In-Depth Machine Learning for Teens: Training Faster And Better

12 min readAug 21, 2022

This article discusses various optimizations that you could’ve used in the last lab, and will be using in future labs. Specifically, you will be reading about how to speed up both the coding process and execution times with matrices, and how to make your model train faster.

Before we go further, though: it’s time to stop calling our inputs “parameters.” Us fancy data scientists like to call them “features,” to sound more professional. Just kidding, it does have a background. Wikipedia defines it as “an individual measurable property or characteristic of a phenomenon,” which sums it up pretty well.

Note From Author

As of now, this article is part of a series with 5 others. It is recommended that you read them in order, but feel free to skip any if you already know the material. Keep in mind that material from the previous articles may (and most probably will) be referenced at multiple points in this article — especially gradient descent, the keystone of all machine learning.

Survey

If you wouldn’t mind, please fill out this short survey before reading this article! It is optionally anonymous and would help me a lot, especially when improving the quality of these articles.

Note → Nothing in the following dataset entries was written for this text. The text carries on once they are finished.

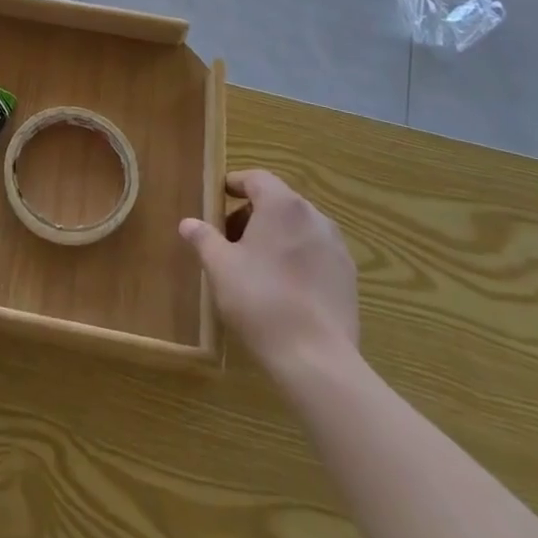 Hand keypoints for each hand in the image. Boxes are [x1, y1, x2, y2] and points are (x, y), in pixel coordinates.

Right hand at [180, 170, 358, 380]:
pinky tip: (283, 287)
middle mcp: (314, 216)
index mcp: (282, 205)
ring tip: (255, 264)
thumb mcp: (220, 267)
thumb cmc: (260, 300)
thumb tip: (188, 222)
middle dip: (252, 213)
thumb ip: (203, 238)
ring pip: (299, 227)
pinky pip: (316, 253)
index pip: (256, 178)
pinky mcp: (349, 276)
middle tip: (229, 238)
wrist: (317, 358)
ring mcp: (336, 246)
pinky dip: (297, 257)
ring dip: (276, 235)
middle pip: (278, 201)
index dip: (235, 183)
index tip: (218, 196) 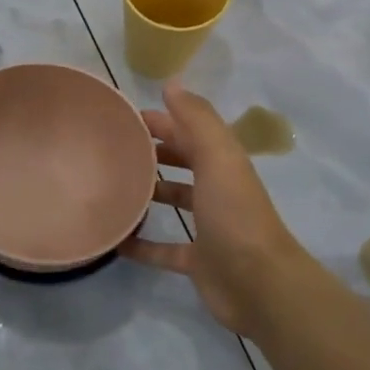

Training Faster And Better Survey

Matrices

In the last article, you implemented a linear regression model on your own, with some assistance. However, you probably used a lot of loops and hand-wrote a lot of code that seemed annoying and excessive. Well, there’s a way around that — let me introduce you to… matrices!

A matrix is essentially a rectangular array of values, of any size. It’s an extension of a vector, in a way — instead of going just vertically, now you can also go horizontally.

You can use this concept to work with the data all at once, instead of having to break it up into rows and iterating through them.

Matrices come with a few key concepts up its sleeve, which are detailed below.

Basics

An element aᵢ,ⱼ refers to the element in a matrix at the i-th row and the j-th column. The i and j are called indices (index in singular form).

When doing this or any future lab, keep in mind that python starts indices with 0. Trust me, one-off errors are REALLY annoying.

When referring to the “dimensions” of a matrix, an x by y matrix means that the matrix has x rows and y columns.

Elementary Operations

You can add two matrices together if they have the same dimensions. This is done by each element’s indices. Commutativity is preserved for this operation (as a reminder, this property means that the result is the same if it’s done backward — for example, 2 + 3 equals 3 + 2 equals 5).

You can also multiply matrices by a constant, which is equivalent to multiplying all the elements of the matrix by that constant. As a consequence, you can have a negative of a matrix, which is equivalent to multiplying all the elements of a matrix by -1. Commutativity is also preserved for this operation.

You can also subtract matrices, which is equivalent to adding the first matrix to the negative of the second matrix.

Identity Matrix

This is a matrix that’s filled with zeros, except for the top-left to bottom-right diagonal, which are filled with ones. An identity matrix is always square, meaning it has the same number of rows as columns.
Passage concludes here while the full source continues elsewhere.